Here comes Puppy, running up to him with its eyes bright and tail wagging — only to get kicked.

I don't care how young you are, that's wicked. Does anyone ever accept the shame they deserve for doing something as malignant as that?

No. No one can bear to acknowledge what that means about them. So, instead, they just revise history. They go into denial.

That's the neat thing a child discovers about the mind: it's omnipotent; it can create the world. You can unknow anything you want. You can imagine anything you want. The mind is the ideal child's playground. It's a place to escape reality by playing "Pretend" in.

Therefore, who needs a conscience? Without one, he has a carte blanche to do anything he thinks he can get away with:

·Imagine what he'll do to be mighty on a toddler if no one is looking. That toddler gets too much attention, and your budding little narcissist resents it for that.  
 
·Imagine what he does to be greater than his brother or sister. Narcissism carries sibling rivalry to the heights. So, imagine the lies he goes around telling about that brother or sister. Imagine how he even works to make Mommy and Daddy like him better than them. Imagine how he gets them into trouble for things they didn't do.  
 
·Imagine what he does to humiliate his little friends. Imagine how he sidles up to some kid everybody picks on and then takes advantage of the situation to lord it over that already downtrodden kid. And if he's bigger than the other kids, imagine what a bully he is in the schoolyard.  

That's what any kid with no conscience and an inferiority complex will do.

All too soon, like Macbeth, he passes the point of no return. For, there are some things a person can do that you just do not repent. These bottomless acts are treacherous betrayals and predatory acts that have done permanent damage to brothers, sisters, playmates or pets and other animals who had every reason to trust him — that class of offenses so sickening that Dante found the guilty parties' souls in hell from the moment they chose to do the deed, though their bodies still wandered the earth as living persons.

Why? Because they are unconscionable. So, what does a kid (or anyone) do with them? The only thing he can do with the unconscionable = relieve his conscience of them. It's easy.

One thing you do is prove it wasn't stupid and wrong by doing it again, and worse, tomorrow. And you keep doing that as often as necessary to prove you're shameless.

Another thing you do is get rid of your guilt and shame by projecting it off onto a scapegoat. You say to yourself, "I'm not that bad. Not as bad as" ... cast a quick look around ... "So-and-So over there." Projection is a kind of baptism, isn't it? You cleanse yourself by scraping yourself off and smearing So-and-So.

Preferably, you pick a So-and-So with the corresponding virtue instead of the vice you're smearing on him. That way you kill two birds with one stone: you not only "cleanse" yourself, you obliterate a shining virtue in someone else that puts you to shame. In fact, when you attack him, you project that bad deed on him too, accusing him of attacking you and pretending that he is the malicious one.
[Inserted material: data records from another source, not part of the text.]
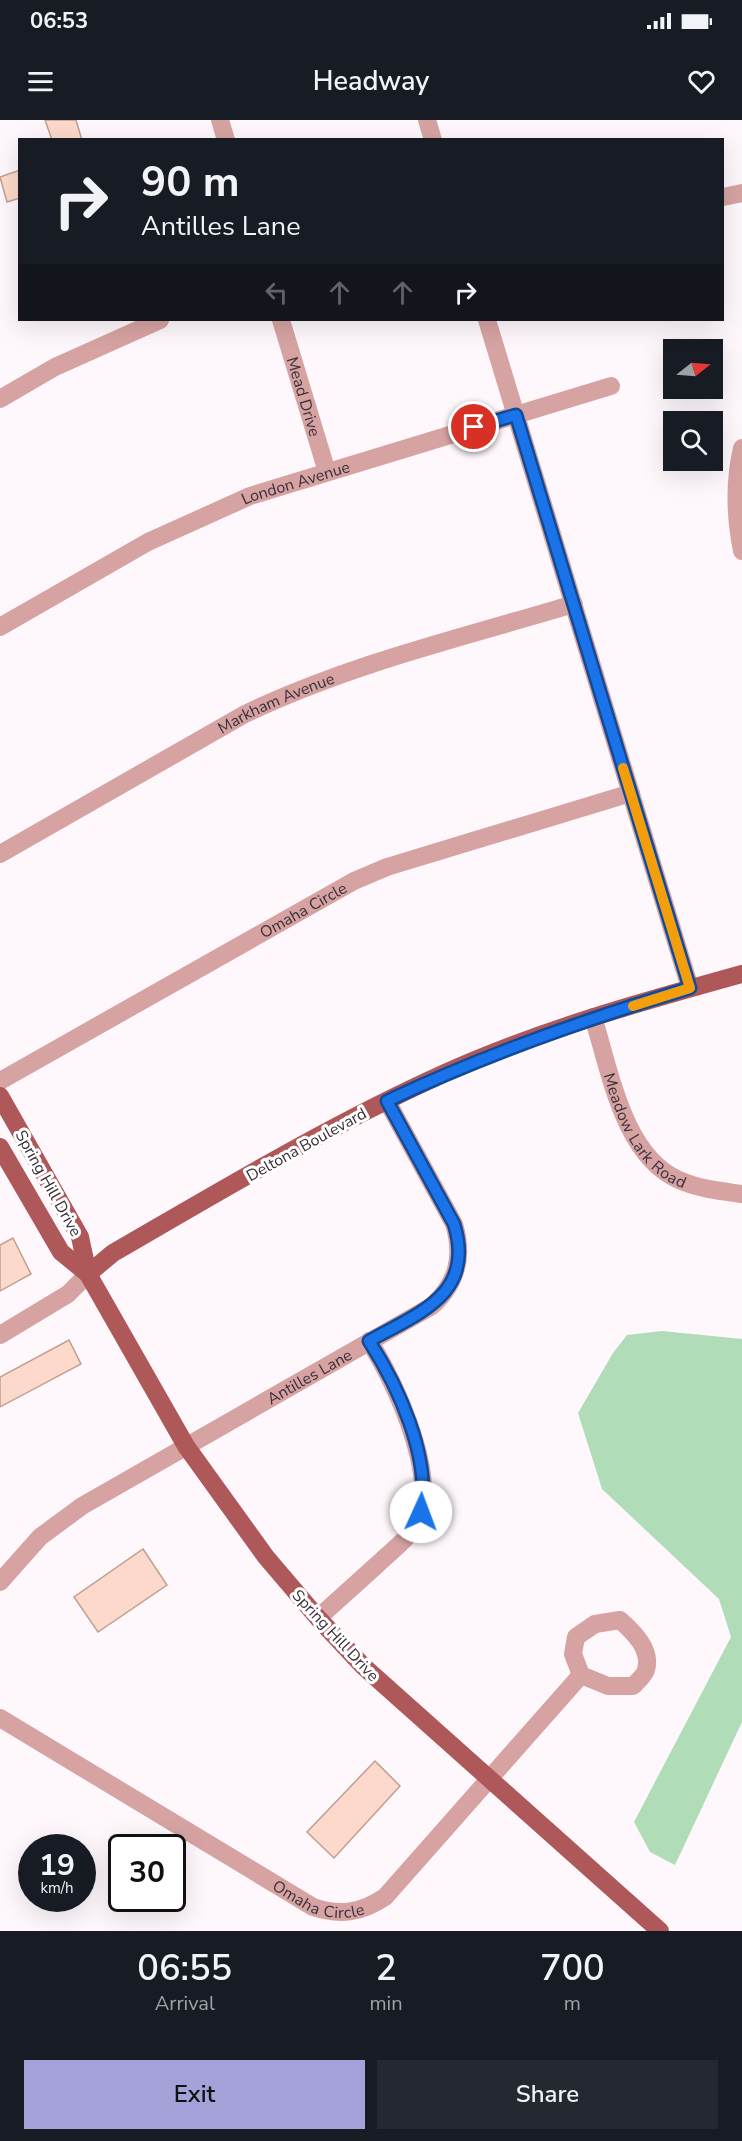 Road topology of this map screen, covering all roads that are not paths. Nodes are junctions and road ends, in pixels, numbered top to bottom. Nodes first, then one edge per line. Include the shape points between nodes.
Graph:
1 (220, 120) edge
2 (427, 120) edge
3 (225, 138) edge
4 (432, 138) edge
5 (742, 193) edge
6 (724, 197) edge
7 (158, 321) edge
8 (281, 321) edge
9 (487, 321) edge
10 (611, 386) dead end
11 (0, 399) edge
12 (516, 415) junction
13 (742, 448) edge
14 (327, 472) junction
15 (742, 551) edge
16 (574, 604) junction
17 (0, 627) edge
18 (631, 793) junction
19 (0, 854) edge
20 (742, 974) edge
21 (690, 988) junction
22 (593, 1017) junction
23 (0, 1081) edge
24 (0, 1096) edge
25 (387, 1101) junction
26 (0, 1147) edge
27 (742, 1194) edge
28 (88, 1274) junction
29 (0, 1335) edge
30 (369, 1341) junction
31 (186, 1446) junction
32 (0, 1581) edge
33 (318, 1618) junction
34 (581, 1675) dead end
35 (0, 1718) edge
36 (488, 1780) junction
37 (660, 1931) edge

1 - 3 street
2 - 4 street
5 - 6 street
7 - 11 street via 65,363
8 - 14 street, Mead Drive
9 - 12 street
10 - 12 street, London Avenue
12 - 14 street, London Avenue
12 - 16 street
13 - 15 street via 735,498
14 - 17 street, London Avenue via 196,518
16 - 18 street
16 - 19 street, Markham Avenue via 284,695
18 - 21 street
18 - 23 street, Omaha Circle via 387,867 354,881
20 - 21 main road, Deltona Boulevard
21 - 22 main road, Deltona Boulevard
22 - 25 main road, Deltona Boulevard via 504,1048
22 - 27 street, Meadow Lark Road via 629,1129 645,1155 677,1180
24 - 28 main road, Spring Hill Drive via 80,1238
25 - 28 main road, Deltona Boulevard via 113,1253
25 - 30 street, Antilles Lane via 454,1224 460,1257 452,1283 443,1296
26 - 28 main road, Spring Hill Drive via 61,1252
28 - 29 street via 68,1294
28 - 31 main road, Spring Hill Drive
30 - 31 street, Antilles Lane
30 - 33 street via 387,1370 412,1431 423,1481 421,1512 406,1538
31 - 32 street, Antilles Lane via 59,1521 18,1558
31 - 33 main road, Spring Hill Drive via 266,1557
33 - 36 main road, Spring Hill Drive via 363,1666
34 - 36 street, Omaha Circle
35 - 36 street, Omaha Circle via 313,1907 328,1912 358,1911 384,1897
36 - 37 main road, Spring Hill Drive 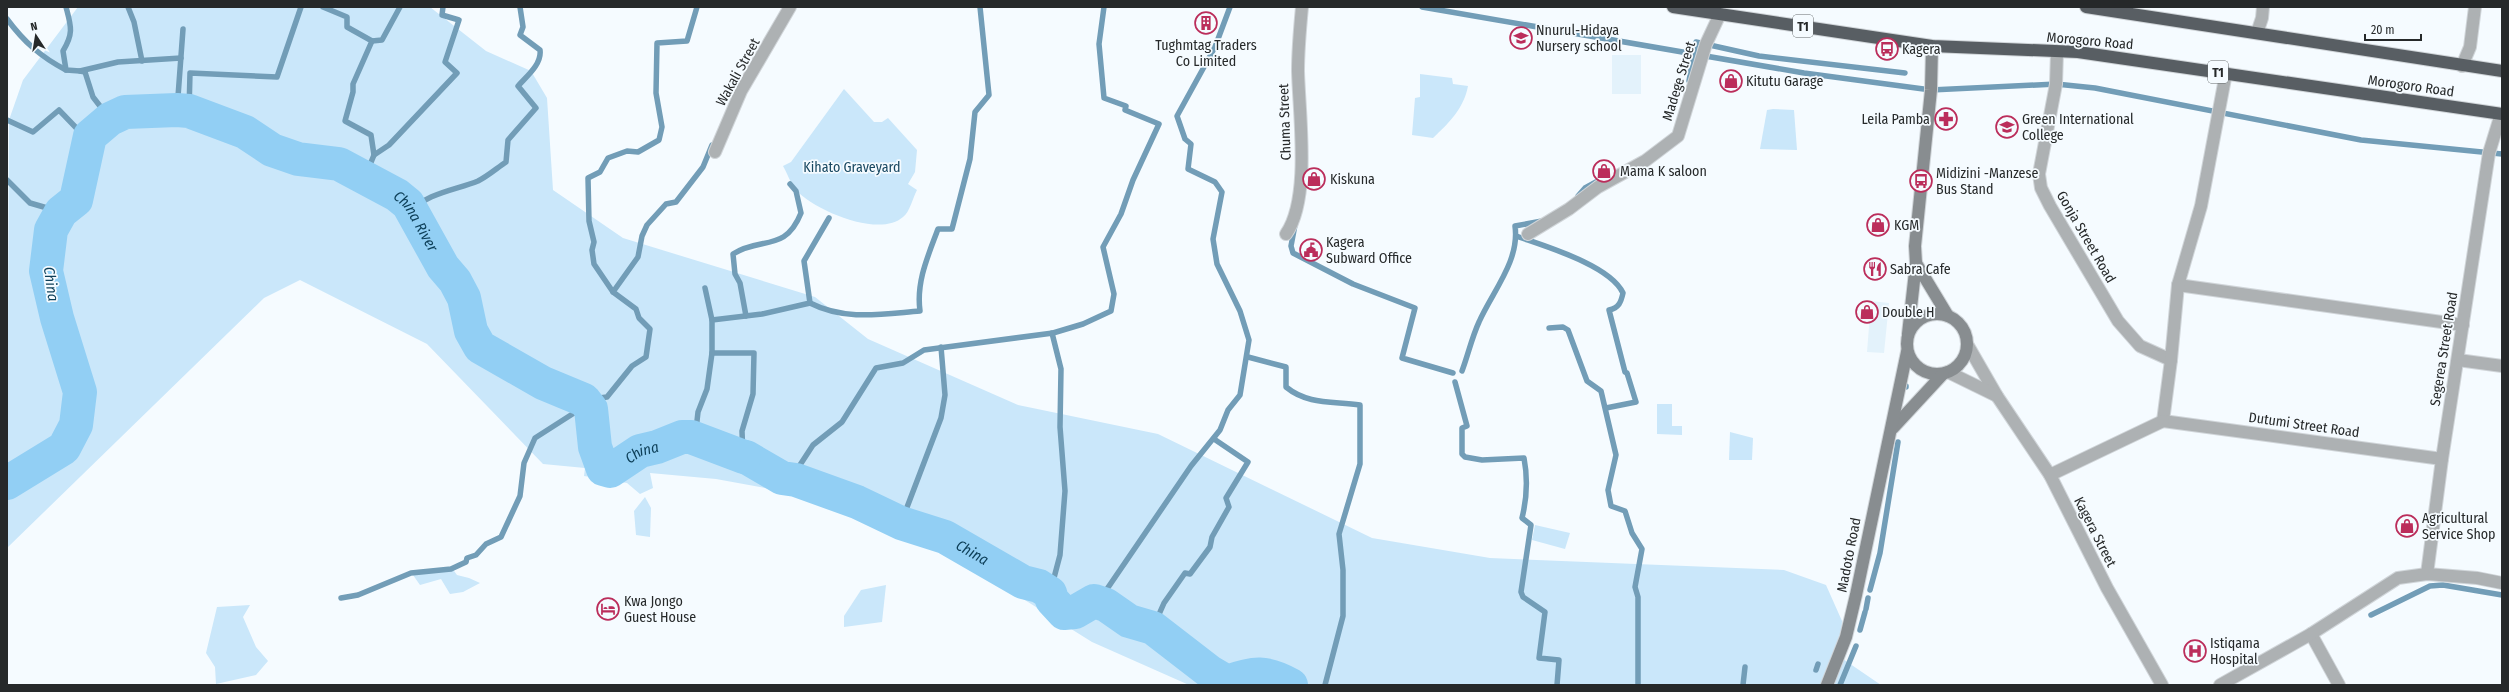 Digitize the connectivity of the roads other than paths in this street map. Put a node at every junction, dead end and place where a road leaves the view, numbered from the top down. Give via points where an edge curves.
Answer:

In other words, you get caught up in a vicious cycle of bad behavior that has you doing a worse thing today because of a bad thing you did yesterday. It's a runaway freight-train ride, because this crazy way of getting rid of guilt and shame only increases it. Hence, you become a one-man witch hunt that gets furiouser and furiouser as you get drunk on the blood of your scapegoats.

You are like Macbeth seeing the blood on his hands, frantically washing and washing and washing in — guess what? Nothing but blood.

Consequently, at a young age a narcissist not only has done such unrepentable things, he also already has mortal enemies as a consequence. These are people he's victimized who want nothing more than to expose him for what he is.

And not just for revenge: since much of the damage he does is by lying about others, these are people who can undo the damage he has done to them only by exposing him for what he is.

What's more, there's always the danger that people he has lied to will compare notes and discover what he is.

So, from an early age, a narcissist has a past. His whole life is a race to keep one step ahead of his past. So, he is paranoid and with good reason.

Paranoid Narcissism

If his victims succeed in saving themselves from the degrading reputation he has laid on them — which they can do only by exposing him for what he is — everyone will abhor him. Therefore, he must "block the kick" by making sure those people never are viewed as having any credibility. Everyone must view them as liars and crazy.

Hey, even a kid of only seven or eight years old will figure this out. Which is one big reason why malignant narcissist is practically synonymous with professional character assassin.


What he does to "protect" himself from his "enemies" (i.e., those he's victimized and now fears retribution from) increases the danger he's in. Now he has to become a little con artist who gets between people to break lines of communication so Person A won't compare notes with Person B revealing what he says to each about the other.

In fact, eventually people do get suspicious and start comparing notes. This results in periodic upheavals in his life, during which virtually everyone in his class or workplace rises up in outraged hatred and drives him away with all the vehemence of a town riding someone out on a rail. Unfortunately, no real good comes of it, because nobody will clue in his family on what he is.

And so guilt/shame and the vicious cycle of increasing it by trying to ditch it through projection rides herd on him all the way through the tragedy that is his whole life.

He can never admit, even to himself, what he has done and how malignant he has become. If he did, he'd have to kill himself, "without even leaving a note" as one narcissist told me while she was in college.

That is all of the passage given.